Asia United Bank v. Goodland Co. G.R. No. 191388, March 9, 2011

Facts:

Respondent Goodland Company, Inc. (Goodland) executed a Third Party Real Estate Mortgage (REM) over two parcels of land in favor of petitioner Asia United Bank (AUB). The mortgage secured the obligation amounting to ₱250 million of Radiomarine Network, Inc. (RMNI). Goodland then filed a Complaint before the Regional Trial Court for the annulment of the REM on the ground that the same was falsified and done in contravention of the parties’ verbal agreement (Annulment Case).

While the Annulment Case was pending, RMNI defaulted in the payment of its obligation to AUB, prompting the latter to exercise its right under the REM to extrajudicially foreclose the mortgage. It filed its Application for Extrajudicial Foreclosure of Real Estate Mortgage with the Office of the Executive Judge. The mortgaged properties were sold in public auction to AUB as the highest bidder. It was issued a Certificate of Sale, which was registered with the Registry of Deeds of Calamba. Before AUB could consolidate its title, Goodland filed another Complaint before the RTC against AUB. This Complaint sought to annul the foreclosure sale and to enjoin the consolidation of title in favor of AUB (Injunction Case).
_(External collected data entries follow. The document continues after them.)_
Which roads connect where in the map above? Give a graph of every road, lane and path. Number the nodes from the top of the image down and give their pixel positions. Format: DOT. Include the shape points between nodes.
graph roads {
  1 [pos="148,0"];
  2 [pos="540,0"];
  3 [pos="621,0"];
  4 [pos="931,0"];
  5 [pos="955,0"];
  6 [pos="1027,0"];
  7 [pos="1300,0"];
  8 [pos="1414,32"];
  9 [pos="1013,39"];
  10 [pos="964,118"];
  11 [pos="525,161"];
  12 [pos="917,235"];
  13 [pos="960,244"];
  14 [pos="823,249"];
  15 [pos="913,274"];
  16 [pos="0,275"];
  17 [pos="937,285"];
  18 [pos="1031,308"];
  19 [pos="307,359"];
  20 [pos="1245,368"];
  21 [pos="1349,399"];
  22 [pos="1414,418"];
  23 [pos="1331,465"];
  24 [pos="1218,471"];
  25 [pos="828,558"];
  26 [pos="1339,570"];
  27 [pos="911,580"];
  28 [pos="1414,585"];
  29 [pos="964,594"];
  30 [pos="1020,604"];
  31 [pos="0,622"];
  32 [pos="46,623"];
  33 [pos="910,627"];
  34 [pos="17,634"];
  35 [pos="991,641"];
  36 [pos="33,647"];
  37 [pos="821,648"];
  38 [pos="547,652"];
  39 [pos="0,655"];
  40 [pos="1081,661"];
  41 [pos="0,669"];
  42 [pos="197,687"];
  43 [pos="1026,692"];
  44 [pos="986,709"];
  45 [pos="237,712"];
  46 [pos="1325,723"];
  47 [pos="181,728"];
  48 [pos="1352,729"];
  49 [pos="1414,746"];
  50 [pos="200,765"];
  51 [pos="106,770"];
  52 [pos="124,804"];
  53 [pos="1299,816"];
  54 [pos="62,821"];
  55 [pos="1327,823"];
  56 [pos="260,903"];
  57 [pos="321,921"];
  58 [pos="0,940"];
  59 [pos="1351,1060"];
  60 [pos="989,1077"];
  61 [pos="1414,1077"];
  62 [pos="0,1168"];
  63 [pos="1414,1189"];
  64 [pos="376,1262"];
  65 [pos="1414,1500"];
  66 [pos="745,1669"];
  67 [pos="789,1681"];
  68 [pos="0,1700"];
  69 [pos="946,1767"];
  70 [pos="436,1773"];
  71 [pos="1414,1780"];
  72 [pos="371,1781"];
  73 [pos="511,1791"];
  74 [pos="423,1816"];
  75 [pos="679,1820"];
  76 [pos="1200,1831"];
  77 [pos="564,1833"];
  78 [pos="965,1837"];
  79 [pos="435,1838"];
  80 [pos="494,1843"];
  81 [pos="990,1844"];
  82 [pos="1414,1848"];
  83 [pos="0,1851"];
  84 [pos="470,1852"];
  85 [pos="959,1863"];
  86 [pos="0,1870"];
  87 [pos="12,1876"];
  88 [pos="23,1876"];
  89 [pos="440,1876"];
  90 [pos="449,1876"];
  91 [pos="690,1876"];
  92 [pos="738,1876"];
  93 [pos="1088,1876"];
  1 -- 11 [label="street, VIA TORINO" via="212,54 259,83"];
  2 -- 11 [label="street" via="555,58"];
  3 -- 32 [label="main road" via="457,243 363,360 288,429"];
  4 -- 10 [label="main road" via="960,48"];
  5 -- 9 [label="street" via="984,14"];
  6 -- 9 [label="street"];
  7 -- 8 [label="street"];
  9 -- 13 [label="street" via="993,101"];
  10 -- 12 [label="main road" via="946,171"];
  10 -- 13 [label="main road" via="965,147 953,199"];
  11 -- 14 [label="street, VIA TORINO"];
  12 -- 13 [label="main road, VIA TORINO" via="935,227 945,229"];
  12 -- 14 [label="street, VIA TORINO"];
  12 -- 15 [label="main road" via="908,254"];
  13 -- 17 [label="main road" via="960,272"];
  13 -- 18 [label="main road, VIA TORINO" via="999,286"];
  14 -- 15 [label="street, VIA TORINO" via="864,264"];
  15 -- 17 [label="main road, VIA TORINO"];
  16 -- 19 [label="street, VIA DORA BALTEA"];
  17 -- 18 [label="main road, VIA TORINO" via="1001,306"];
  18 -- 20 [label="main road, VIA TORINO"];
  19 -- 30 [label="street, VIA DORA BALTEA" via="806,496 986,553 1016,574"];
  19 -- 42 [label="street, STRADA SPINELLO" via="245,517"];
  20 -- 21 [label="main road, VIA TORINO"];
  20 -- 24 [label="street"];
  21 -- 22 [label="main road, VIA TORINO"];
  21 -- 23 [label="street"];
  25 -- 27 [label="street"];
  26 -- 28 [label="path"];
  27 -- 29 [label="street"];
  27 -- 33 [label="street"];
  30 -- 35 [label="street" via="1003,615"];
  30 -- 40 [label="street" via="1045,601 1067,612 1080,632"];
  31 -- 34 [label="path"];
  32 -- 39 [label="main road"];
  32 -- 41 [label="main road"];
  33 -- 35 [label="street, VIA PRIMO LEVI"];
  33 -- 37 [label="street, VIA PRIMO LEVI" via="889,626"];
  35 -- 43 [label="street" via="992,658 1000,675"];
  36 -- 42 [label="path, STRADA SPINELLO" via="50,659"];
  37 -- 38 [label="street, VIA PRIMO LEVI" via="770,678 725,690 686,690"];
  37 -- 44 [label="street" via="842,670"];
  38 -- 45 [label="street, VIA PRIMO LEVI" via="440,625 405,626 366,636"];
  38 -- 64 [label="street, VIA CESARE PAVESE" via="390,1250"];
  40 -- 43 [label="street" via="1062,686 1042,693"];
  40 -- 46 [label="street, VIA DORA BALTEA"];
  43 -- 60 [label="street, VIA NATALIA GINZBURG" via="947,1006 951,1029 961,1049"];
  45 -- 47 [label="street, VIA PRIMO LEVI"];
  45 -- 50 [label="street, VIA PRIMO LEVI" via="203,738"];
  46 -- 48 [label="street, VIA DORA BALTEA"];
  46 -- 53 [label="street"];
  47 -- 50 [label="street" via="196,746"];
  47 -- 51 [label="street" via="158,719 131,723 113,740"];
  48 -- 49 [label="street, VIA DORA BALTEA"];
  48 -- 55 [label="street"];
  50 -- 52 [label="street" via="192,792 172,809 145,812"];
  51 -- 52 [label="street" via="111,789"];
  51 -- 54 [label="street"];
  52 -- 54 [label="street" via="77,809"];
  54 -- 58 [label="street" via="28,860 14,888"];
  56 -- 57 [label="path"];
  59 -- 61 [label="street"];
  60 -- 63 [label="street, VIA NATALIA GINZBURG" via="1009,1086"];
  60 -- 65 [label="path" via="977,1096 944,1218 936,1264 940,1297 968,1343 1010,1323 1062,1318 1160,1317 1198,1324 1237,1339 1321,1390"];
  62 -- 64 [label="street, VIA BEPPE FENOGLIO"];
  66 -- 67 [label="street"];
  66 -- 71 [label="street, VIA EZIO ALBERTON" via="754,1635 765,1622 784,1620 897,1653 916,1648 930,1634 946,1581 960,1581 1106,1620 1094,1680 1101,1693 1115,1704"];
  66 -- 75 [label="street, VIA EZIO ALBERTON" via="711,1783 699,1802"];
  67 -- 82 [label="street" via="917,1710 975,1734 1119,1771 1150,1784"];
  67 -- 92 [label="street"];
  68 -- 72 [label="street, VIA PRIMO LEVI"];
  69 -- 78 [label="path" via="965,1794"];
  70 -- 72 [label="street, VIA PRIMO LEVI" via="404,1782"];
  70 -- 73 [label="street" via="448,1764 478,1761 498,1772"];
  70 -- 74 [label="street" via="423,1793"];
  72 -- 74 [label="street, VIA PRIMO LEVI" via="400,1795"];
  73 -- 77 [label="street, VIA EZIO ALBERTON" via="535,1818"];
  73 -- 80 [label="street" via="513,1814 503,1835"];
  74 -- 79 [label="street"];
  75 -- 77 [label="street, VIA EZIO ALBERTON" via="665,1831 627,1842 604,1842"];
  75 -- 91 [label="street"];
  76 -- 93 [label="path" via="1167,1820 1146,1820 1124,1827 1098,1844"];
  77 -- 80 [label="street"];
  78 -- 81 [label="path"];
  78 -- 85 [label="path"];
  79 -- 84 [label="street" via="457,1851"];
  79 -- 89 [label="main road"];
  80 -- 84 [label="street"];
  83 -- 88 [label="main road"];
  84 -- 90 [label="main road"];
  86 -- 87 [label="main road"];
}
Petitioners then filed a Motion to Dismiss with Opposition to a Temporary Restraining Order in the Injunction Case. They brought to the trial court’s attention Goodland’s forum shopping given the pendency of the Annulment Case. They argued that the two cases both rely on the alleged falsification of the real estate mortgage as basis for the reliefs sought.

the trial court acted favorably on petitioners’ motion and dismissed the Injunction Case with prejudice on the grounds of forum shopping and litis pendentia.

Goodland appealed the same to the CA which ruled in favor of Goodland and ordered the reinstatement of the Injunction Case in the trial court.

Hence, the instant petition.

Issue:

Whether Goodland is guilty of forum shopping?

Held:

Yes, There is forum shopping “when a party repetitively avails of several judicial remedies in different courts, simultaneously or successively, all substantially founded on the same transactions and the same essential facts and circumstances, and all raising substantially the same issues either pending in or already resolved adversely by some other court.”

Forum shopping can be committed in three ways: (1) filing multiple cases based on the same cause of action and with the same prayer, the previous case not having been resolved yet (where the ground for dismissal is litis pendentia); (2) filing multiple cases based on the same cause of action and the same prayer, the previous case having been finally resolved (where the ground for dismissal is res judicata); and (3) filing multiple cases based on the same cause of action, but with different prayers (splitting causes of action, where the ground for dismissal is also either litis pendentia or res judicata).

Common in these types of forum shopping is the identity of the cause of action in the different cases filed. Cause of action is defined as “the act or omission by which a party violates the right of another.”

While the main relief sought in the Annulment Case (nullification of the REM) is ostensibly different from the main relief sought in the Injunction Case (nullification of the extrajudicial foreclosure and injunction against consolidation of title), the cause of action which serves as the basis for the said reliefs remains the same — the alleged nullity of the REM. Thus, what is involved here is the third way of committing forum shopping, i.e., filing multiple cases based on the same cause of action, but with different prayers. As previously held by the Court, there is still forum shopping even if the reliefs prayed for in the two cases are different, so long as both cases raise substantially the same issues.